◆ PROBLEM
Using the material below, copy every line where "roads" appears.

◆ MATERIAL FOR THIS EXERCISE
= Beginning of Section =
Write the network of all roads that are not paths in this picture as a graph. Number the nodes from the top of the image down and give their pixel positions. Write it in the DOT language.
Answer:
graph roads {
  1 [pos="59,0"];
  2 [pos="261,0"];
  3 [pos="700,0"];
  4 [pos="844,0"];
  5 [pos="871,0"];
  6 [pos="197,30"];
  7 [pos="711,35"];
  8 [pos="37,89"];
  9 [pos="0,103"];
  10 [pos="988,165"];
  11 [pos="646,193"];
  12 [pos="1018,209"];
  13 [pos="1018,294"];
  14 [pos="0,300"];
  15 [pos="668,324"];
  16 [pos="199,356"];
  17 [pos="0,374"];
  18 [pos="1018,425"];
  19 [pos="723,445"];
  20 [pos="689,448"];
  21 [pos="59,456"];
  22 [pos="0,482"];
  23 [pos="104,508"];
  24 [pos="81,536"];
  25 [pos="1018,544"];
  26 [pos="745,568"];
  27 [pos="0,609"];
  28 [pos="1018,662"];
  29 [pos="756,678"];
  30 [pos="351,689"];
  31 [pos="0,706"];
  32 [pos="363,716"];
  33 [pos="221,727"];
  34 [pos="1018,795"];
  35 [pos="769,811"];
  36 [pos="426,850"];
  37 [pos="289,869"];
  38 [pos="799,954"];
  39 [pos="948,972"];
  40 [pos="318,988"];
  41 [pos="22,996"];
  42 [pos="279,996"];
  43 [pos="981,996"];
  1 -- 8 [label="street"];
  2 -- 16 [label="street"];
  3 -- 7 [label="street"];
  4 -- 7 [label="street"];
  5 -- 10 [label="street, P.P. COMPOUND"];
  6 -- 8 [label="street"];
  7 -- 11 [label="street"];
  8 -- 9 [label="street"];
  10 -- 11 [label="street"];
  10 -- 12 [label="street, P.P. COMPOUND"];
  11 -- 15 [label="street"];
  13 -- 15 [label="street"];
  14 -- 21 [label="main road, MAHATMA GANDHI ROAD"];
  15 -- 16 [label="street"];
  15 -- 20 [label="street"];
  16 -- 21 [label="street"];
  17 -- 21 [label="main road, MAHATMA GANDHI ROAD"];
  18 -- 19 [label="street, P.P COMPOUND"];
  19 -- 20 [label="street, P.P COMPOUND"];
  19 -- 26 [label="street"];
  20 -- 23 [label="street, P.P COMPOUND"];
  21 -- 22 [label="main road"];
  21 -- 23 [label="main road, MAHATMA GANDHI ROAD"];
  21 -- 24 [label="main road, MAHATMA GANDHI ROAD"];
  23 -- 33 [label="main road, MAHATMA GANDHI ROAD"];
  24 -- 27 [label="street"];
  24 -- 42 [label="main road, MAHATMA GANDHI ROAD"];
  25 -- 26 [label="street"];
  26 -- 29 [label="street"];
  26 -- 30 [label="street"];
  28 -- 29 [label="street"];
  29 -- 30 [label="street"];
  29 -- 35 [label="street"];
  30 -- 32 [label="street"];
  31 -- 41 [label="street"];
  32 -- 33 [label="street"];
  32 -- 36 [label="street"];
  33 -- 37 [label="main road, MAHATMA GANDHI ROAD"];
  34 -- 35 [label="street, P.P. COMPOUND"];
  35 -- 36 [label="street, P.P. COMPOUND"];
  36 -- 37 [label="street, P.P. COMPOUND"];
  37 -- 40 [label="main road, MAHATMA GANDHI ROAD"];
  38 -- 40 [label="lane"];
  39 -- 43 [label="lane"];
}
= End of Section =
◆ SOLVED PROBLEM
Write the network of all roads that are not paths in this picture as a graph. Number the nodes from the top of the image down and give their pixel positions. Write it in the DOT language.
graph roads {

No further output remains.